• About this exercise:
Your reply should be a single number, the count of lines in the records that contain "joint".
------ Given data
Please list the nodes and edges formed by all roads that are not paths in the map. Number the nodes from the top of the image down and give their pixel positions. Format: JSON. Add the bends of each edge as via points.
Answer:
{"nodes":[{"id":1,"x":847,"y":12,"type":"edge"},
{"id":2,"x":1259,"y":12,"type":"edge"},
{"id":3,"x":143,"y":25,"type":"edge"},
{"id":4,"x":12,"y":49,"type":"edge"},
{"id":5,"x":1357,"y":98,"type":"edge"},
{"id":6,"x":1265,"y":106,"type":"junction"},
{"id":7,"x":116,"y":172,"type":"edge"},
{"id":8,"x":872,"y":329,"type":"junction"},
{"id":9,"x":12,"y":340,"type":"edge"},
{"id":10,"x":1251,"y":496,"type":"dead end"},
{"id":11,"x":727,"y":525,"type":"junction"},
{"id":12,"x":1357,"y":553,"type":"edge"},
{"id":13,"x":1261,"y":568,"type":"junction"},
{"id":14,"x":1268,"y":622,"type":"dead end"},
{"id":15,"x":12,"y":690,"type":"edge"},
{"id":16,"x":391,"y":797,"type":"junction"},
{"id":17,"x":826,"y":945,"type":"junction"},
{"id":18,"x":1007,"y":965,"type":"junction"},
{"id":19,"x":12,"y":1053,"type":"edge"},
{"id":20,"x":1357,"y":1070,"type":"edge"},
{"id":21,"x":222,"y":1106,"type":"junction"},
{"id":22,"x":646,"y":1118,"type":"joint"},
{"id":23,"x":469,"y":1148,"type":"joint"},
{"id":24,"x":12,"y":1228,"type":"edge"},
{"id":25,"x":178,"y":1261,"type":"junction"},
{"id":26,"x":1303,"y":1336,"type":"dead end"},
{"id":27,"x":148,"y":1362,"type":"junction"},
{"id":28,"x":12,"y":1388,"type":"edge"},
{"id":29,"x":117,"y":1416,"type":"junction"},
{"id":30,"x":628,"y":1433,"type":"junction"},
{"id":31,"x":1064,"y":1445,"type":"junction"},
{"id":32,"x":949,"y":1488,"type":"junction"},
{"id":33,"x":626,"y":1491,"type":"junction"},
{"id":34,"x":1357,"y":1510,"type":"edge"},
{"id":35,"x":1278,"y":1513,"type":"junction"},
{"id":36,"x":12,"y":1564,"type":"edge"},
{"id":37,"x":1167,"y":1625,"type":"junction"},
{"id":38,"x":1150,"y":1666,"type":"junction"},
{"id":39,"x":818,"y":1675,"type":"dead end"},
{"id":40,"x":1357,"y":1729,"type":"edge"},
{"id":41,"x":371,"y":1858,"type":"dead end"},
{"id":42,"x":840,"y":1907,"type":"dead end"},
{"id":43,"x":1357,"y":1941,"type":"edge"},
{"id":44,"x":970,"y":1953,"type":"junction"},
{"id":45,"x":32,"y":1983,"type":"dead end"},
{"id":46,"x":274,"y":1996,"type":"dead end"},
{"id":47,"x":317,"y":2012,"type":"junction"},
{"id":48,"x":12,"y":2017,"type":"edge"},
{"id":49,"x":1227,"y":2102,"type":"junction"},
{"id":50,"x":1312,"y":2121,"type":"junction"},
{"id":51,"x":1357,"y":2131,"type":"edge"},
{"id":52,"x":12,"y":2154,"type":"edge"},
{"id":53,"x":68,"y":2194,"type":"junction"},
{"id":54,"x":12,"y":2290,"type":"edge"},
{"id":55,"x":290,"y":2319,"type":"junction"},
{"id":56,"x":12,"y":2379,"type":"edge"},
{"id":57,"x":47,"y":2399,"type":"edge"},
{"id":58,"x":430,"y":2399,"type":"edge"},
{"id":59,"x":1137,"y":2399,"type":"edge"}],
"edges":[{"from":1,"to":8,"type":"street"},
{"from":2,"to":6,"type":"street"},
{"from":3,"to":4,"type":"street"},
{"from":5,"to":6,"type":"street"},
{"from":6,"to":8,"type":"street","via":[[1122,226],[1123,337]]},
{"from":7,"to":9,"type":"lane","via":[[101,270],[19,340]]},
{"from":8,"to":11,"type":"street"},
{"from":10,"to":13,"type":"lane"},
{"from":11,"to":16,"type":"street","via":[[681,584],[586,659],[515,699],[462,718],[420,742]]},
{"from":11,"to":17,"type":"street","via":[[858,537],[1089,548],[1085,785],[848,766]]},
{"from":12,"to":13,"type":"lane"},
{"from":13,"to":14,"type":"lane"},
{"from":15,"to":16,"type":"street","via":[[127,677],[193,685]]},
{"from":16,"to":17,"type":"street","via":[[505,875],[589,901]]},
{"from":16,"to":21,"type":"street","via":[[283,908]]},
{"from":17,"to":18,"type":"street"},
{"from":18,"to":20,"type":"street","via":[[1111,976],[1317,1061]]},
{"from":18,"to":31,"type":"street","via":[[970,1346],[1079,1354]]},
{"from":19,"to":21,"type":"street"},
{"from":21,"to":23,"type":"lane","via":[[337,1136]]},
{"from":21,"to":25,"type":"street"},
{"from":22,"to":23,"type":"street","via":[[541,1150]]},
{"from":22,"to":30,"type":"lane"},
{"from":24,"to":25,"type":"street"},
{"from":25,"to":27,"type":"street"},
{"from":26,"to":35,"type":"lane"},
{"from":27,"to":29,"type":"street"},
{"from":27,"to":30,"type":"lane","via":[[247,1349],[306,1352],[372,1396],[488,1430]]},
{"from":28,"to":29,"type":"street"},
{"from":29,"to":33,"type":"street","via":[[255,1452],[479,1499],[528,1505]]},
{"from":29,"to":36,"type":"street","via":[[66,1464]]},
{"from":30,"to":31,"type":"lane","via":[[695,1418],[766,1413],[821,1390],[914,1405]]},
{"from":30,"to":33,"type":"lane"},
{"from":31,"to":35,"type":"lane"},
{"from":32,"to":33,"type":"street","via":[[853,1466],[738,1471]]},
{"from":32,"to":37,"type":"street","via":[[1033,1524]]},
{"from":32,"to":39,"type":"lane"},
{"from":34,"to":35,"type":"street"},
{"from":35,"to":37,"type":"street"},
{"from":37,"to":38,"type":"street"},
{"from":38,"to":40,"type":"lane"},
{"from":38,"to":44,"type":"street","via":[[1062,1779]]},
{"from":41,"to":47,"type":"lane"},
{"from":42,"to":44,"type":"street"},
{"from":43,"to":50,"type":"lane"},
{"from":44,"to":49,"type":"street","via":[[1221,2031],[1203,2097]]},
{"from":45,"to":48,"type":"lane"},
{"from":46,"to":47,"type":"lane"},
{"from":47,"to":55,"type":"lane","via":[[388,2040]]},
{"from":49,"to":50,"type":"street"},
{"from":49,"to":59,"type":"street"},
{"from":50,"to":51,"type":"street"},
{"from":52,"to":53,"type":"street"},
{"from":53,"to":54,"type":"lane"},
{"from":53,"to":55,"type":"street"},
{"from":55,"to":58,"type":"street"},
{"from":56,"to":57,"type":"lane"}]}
------------
• Result of the task:
2